Your task is to copy the listing exactly, with the pictures left out.
########
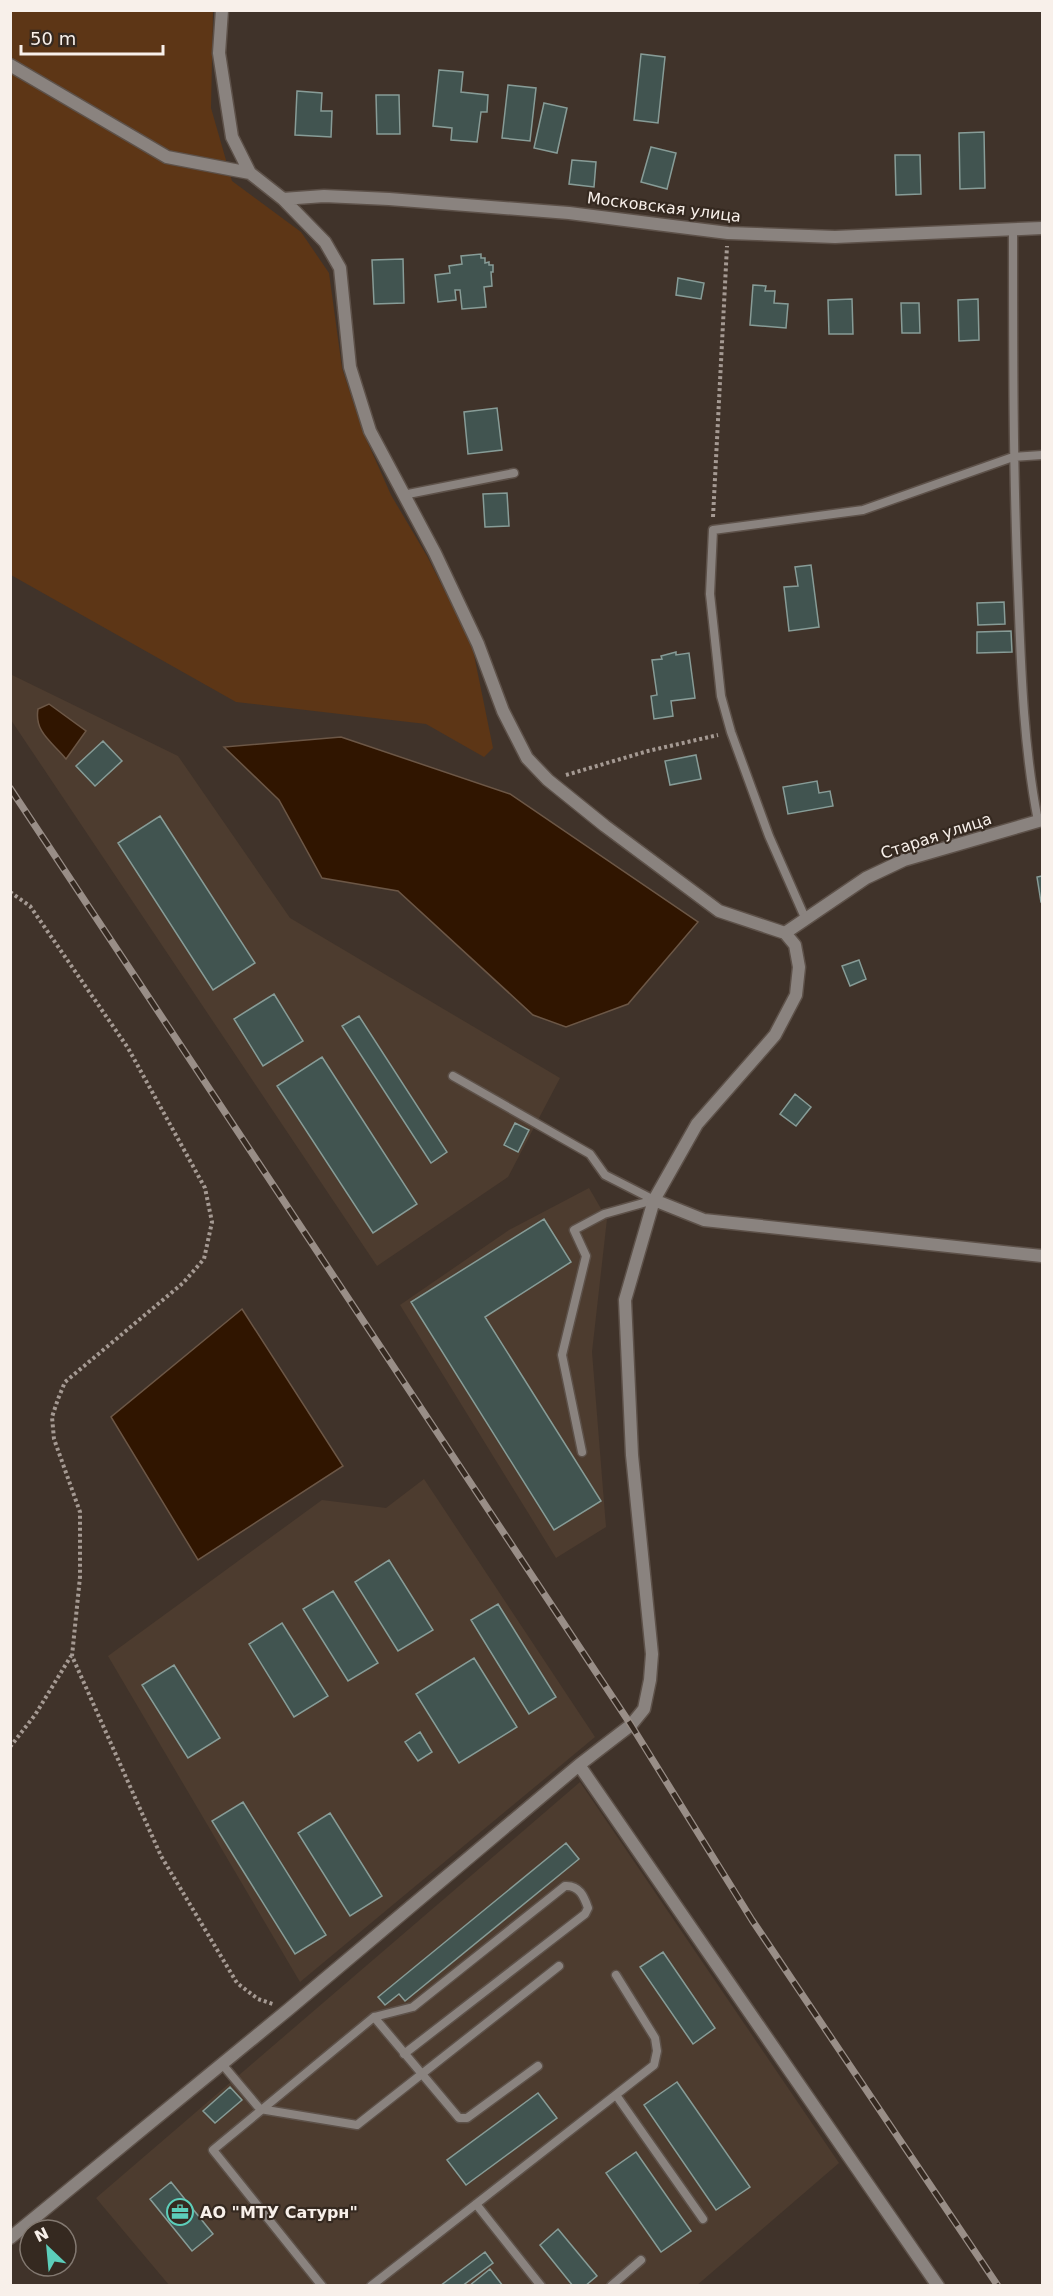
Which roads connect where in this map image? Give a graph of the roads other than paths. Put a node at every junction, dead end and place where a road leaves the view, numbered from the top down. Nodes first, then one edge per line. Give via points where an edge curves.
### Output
1 (222, 10) edge
2 (10, 65) edge
3 (250, 173) junction
4 (283, 199) junction
5 (1042, 228) edge
6 (1013, 229) junction
7 (1042, 455) edge
8 (1013, 457) junction
9 (514, 473) dead end
10 (403, 495) junction
11 (1040, 820) edge
12 (806, 920) junction
13 (785, 933) junction
14 (453, 1076) dead end
15 (654, 1200) junction
16 (1042, 1256) edge
17 (582, 1452) dead end
18 (579, 1765) junction
19 (559, 1966) dead end
20 (616, 1975) dead end
21 (374, 2017) junction
22 (404, 2054) junction
23 (222, 2064) junction
24 (538, 2066) dead end
25 (420, 2074) junction
26 (616, 2095) junction
27 (260, 2109) junction
28 (476, 2204) junction
29 (703, 2219) dead end
30 (10, 2238) edge
31 (641, 2260) dead end
32 (322, 2286) edge
33 (371, 2286) edge
34 (541, 2286) edge
35 (611, 2286) edge
36 (938, 2286) edge

1 - 3 street via 219,53 232,137
2 - 3 street via 167,157
3 - 4 street
4 - 6 street, Московская улица via 389,199 569,213 728,233 836,237
4 - 10 street via 325,242 340,268 350,367 370,431
5 - 6 street, Московская улица
6 - 8 lane
7 - 8 lane
8 - 11 lane via 1022,711 1029,773
8 - 12 lane via 863,510 713,530 710,594 721,696 769,836
9 - 10 lane
10 - 13 street via 478,644 503,711 527,758 605,826 719,911
11 - 12 street, Старая улица via 904,860 866,878
12 - 13 street, Старая улица
13 - 15 street via 795,945 799,967 796,995 775,1035 698,1124
14 - 15 lane via 590,1154 605,1174
15 - 16 street via 704,1220
15 - 17 lane via 604,1214 574,1230 586,1256 562,1355
15 - 18 street via 625,1300 632,1455 652,1654 650,1680 644,1709 631,1725
18 - 23 street
18 - 36 street
19 - 25 lane
20 - 26 lane via 655,2038 657,2051 654,2065
21 - 22 lane
21 - 22 lane via 413,2007 566,1886 578,1888 588,1908 585,1914
21 - 27 lane
22 - 25 lane
23 - 27 lane
23 - 30 street
24 - 25 lane via 467,2118 452,2112
25 - 27 lane via 357,2125
26 - 28 lane
26 - 29 lane
27 - 32 lane via 213,2150
28 - 33 lane
28 - 34 lane
31 - 35 lane

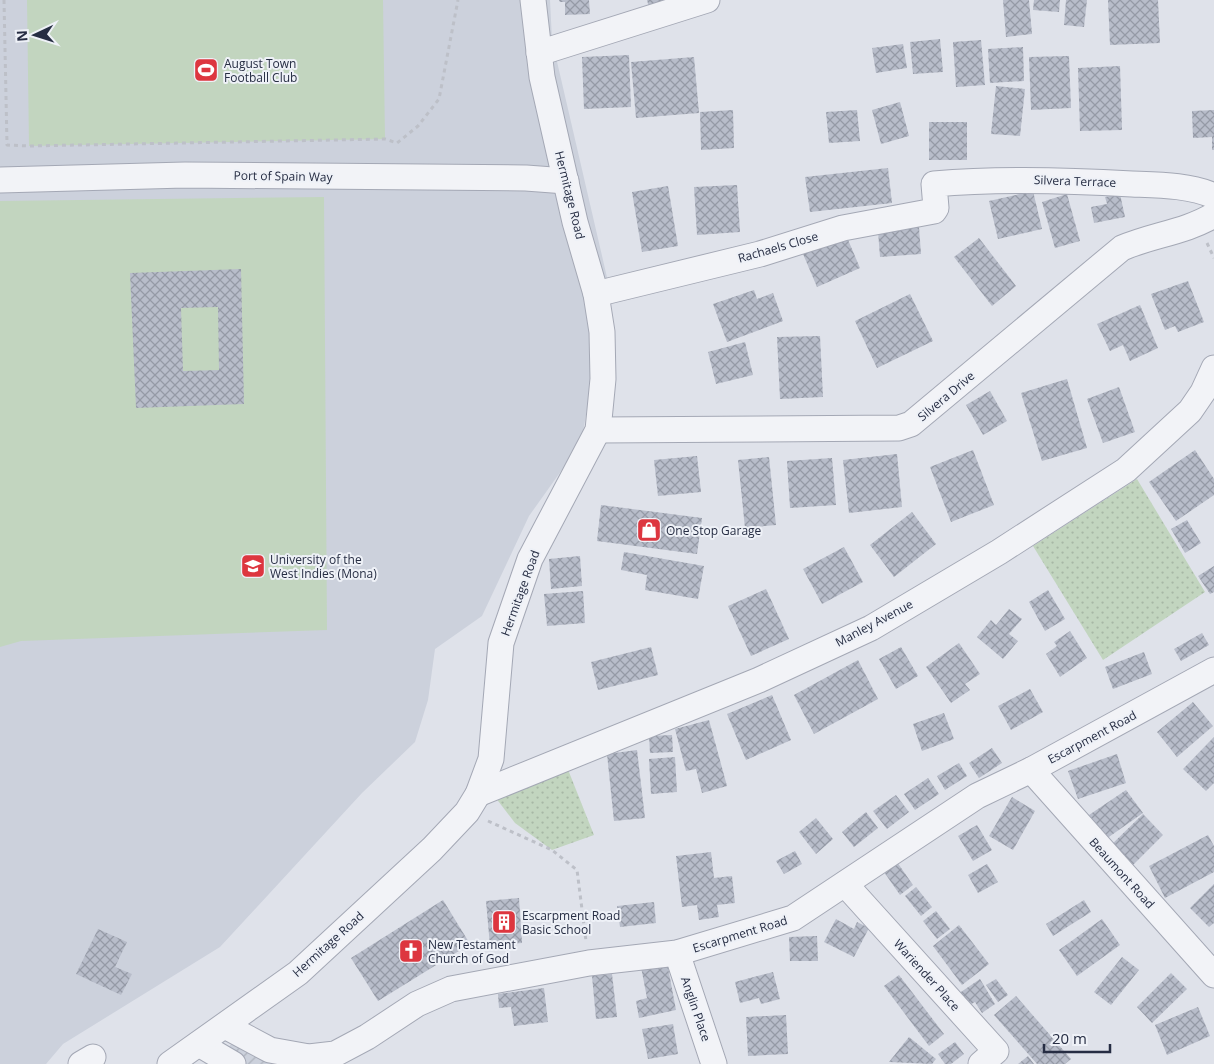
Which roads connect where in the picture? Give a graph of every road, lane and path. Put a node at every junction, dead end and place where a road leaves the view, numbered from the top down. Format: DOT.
graph roads {
  1 [pos="4,0"];
  2 [pos="458,0"];
  3 [pos="533,0"];
  4 [pos="707,0"];
  5 [pos="539,53"];
  6 [pos="0,180"];
  7 [pos="566,181"];
  8 [pos="934,184"];
  9 [pos="1214,196"];
  10 [pos="1214,215"];
  11 [pos="596,294"];
  12 [pos="1214,368"];
  13 [pos="598,430"];
  14 [pos="1212,675"];
  15 [pos="1031,770"];
  16 [pos="472,803"];
  17 [pos="845,884"];
  18 [pos="677,953"];
  19 [pos="590,962"];
  20 [pos="1214,975"];
  21 [pos="225,1026"];
  22 [pos="198,1044"];
  23 [pos="170,1064"];
  24 [pos="233,1064"];
  25 [pos="714,1064"];
  26 [pos="981,1064"];
  1 -- 2 [label="path"];
  3 -- 5 [label="street, Hermitage Road"];
  4 -- 5 [label="street"];
  5 -- 7 [label="street, Hermitage Road"];
  6 -- 7 [label="street, Port of Spain Way"];
  7 -- 11 [label="street, Hermitage Road"];
  8 -- 9 [label="street, Silvera Terrace"];
  8 -- 11 [label="street, Rachaels Close"];
  10 -- 13 [label="street, Silvera Drive"];
  11 -- 13 [label="street, Hermitage Road"];
  12 -- 16 [label="street, Manley Avenue"];
  13 -- 16 [label="street, Hermitage Road"];
  14 -- 15 [label="street, Escarpment Road"];
  15 -- 17 [label="street, Escarpment Road"];
  15 -- 20 [label="street, Beaumont Road"];
  16 -- 19 [label="path"];
  16 -- 21 [label="street, Hermitage Road"];
  17 -- 18 [label="street, Escarpment Road"];
  17 -- 26 [label="street, Wariender Place"];
  18 -- 19 [label="street, Escarpment Road"];
  18 -- 25 [label="street, Anglin Place"];
  19 -- 21 [label="street, Escarpment Road"];
  21 -- 22 [label="street, Hermitage Road"];
  22 -- 23 [label="street, Hermitage Road"];
  22 -- 24 [label="street"];
}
########
Task output.
Which roads connect where in this map image? Give a graph of the roads other than paths. Put a node at every junction, dead end and place where a road leaves the view, numbered from the top down. Nodes first, then one edge per line. Give via points where an edge curves.
### Output
1 (222, 10) edge
2 (10, 65) edge
3 (250, 173) junction
4 (283, 199) junction
5 (1042, 228) edge
6 (1013, 229) junction
7 (1042, 455) edge
8 (1013, 457) junction
9 (514, 473) dead end
10 (403, 495) junction
11 (1040, 820) edge
12 (806, 920) junction
13 (785, 933) junction
14 (453, 1076) dead end
15 (654, 1200) junction
16 (1042, 1256) edge
17 (582, 1452) dead end
18 (579, 1765) junction
19 (559, 1966) dead end
20 (616, 1975) dead end
21 (374, 2017) junction
22 (404, 2054) junction
23 (222, 2064) junction
24 (538, 2066) dead end
25 (420, 2074) junction
26 (616, 2095) junction
27 (260, 2109) junction
28 (476, 2204) junction
29 (703, 2219) dead end
30 (10, 2238) edge
31 (641, 2260) dead end
32 (322, 2286) edge
33 (371, 2286) edge
34 (541, 2286) edge
35 (611, 2286) edge
36 (938, 2286) edge

1 - 3 street via 219,53 232,137
2 - 3 street via 167,157
3 - 4 street
4 - 6 street, Московская улица via 389,199 569,213 728,233 836,237
4 - 10 street via 325,242 340,268 350,367 370,431
5 - 6 street, Московская улица
6 - 8 lane
7 - 8 lane
8 - 11 lane via 1022,711 1029,773
8 - 12 lane via 863,510 713,530 710,594 721,696 769,836
9 - 10 lane
10 - 13 street via 478,644 503,711 527,758 605,826 719,911
11 - 12 street, Старая улица via 904,860 866,878
12 - 13 street, Старая улица
13 - 15 street via 795,945 799,967 796,995 775,1035 698,1124
14 - 15 lane via 590,1154 605,1174
15 - 16 street via 704,1220
15 - 17 lane via 604,1214 574,1230 586,1256 562,1355
15 - 18 street via 625,1300 632,1455 652,1654 650,1680 644,1709 631,1725
18 - 23 street
18 - 36 street
19 - 25 lane
20 - 26 lane via 655,2038 657,2051 654,2065
21 - 22 lane
21 - 22 lane via 413,2007 566,1886 578,1888 588,1908 585,1914
21 - 27 lane
22 - 25 lane
23 - 27 lane
23 - 30 street
24 - 25 lane via 467,2118 452,2112
25 - 27 lane via 357,2125
26 - 28 lane
26 - 29 lane
27 - 32 lane via 213,2150
28 - 33 lane
28 - 34 lane
31 - 35 lane

Which roads connect where in the picture? Give a graph of every road, lane and path. Put a node at every junction, dead end and place where a road leaves the view, numbered from the top down. Format: DOT.
graph roads {
  1 [pos="4,0"];
  2 [pos="458,0"];
  3 [pos="533,0"];
  4 [pos="707,0"];
  5 [pos="539,53"];
  6 [pos="0,180"];
  7 [pos="566,181"];
  8 [pos="934,184"];
  9 [pos="1214,196"];
  10 [pos="1214,215"];
  11 [pos="596,294"];
  12 [pos="1214,368"];
  13 [pos="598,430"];
  14 [pos="1212,675"];
  15 [pos="1031,770"];
  16 [pos="472,803"];
  17 [pos="845,884"];
  18 [pos="677,953"];
  19 [pos="590,962"];
  20 [pos="1214,975"];
  21 [pos="225,1026"];
  22 [pos="198,1044"];
  23 [pos="170,1064"];
  24 [pos="233,1064"];
  25 [pos="714,1064"];
  26 [pos="981,1064"];
  1 -- 2 [label="path"];
  3 -- 5 [label="street, Hermitage Road"];
  4 -- 5 [label="street"];
  5 -- 7 [label="street, Hermitage Road"];
  6 -- 7 [label="street, Port of Spain Way"];
  7 -- 11 [label="street, Hermitage Road"];
  8 -- 9 [label="street, Silvera Terrace"];
  8 -- 11 [label="street, Rachaels Close"];
  10 -- 13 [label="street, Silvera Drive"];
  11 -- 13 [label="street, Hermitage Road"];
  12 -- 16 [label="street, Manley Avenue"];
  13 -- 16 [label="street, Hermitage Road"];
  14 -- 15 [label="street, Escarpment Road"];
  15 -- 17 [label="street, Escarpment Road"];
  15 -- 20 [label="street, Beaumont Road"];
  16 -- 19 [label="path"];
  16 -- 21 [label="street, Hermitage Road"];
  17 -- 18 [label="street, Escarpment Road"];
  17 -- 26 [label="street, Wariender Place"];
  18 -- 19 [label="street, Escarpment Road"];
  18 -- 25 [label="street, Anglin Place"];
  19 -- 21 [label="street, Escarpment Road"];
  21 -- 22 [label="street, Hermitage Road"];
  22 -- 23 [label="street, Hermitage Road"];
  22 -- 24 [label="street"];
}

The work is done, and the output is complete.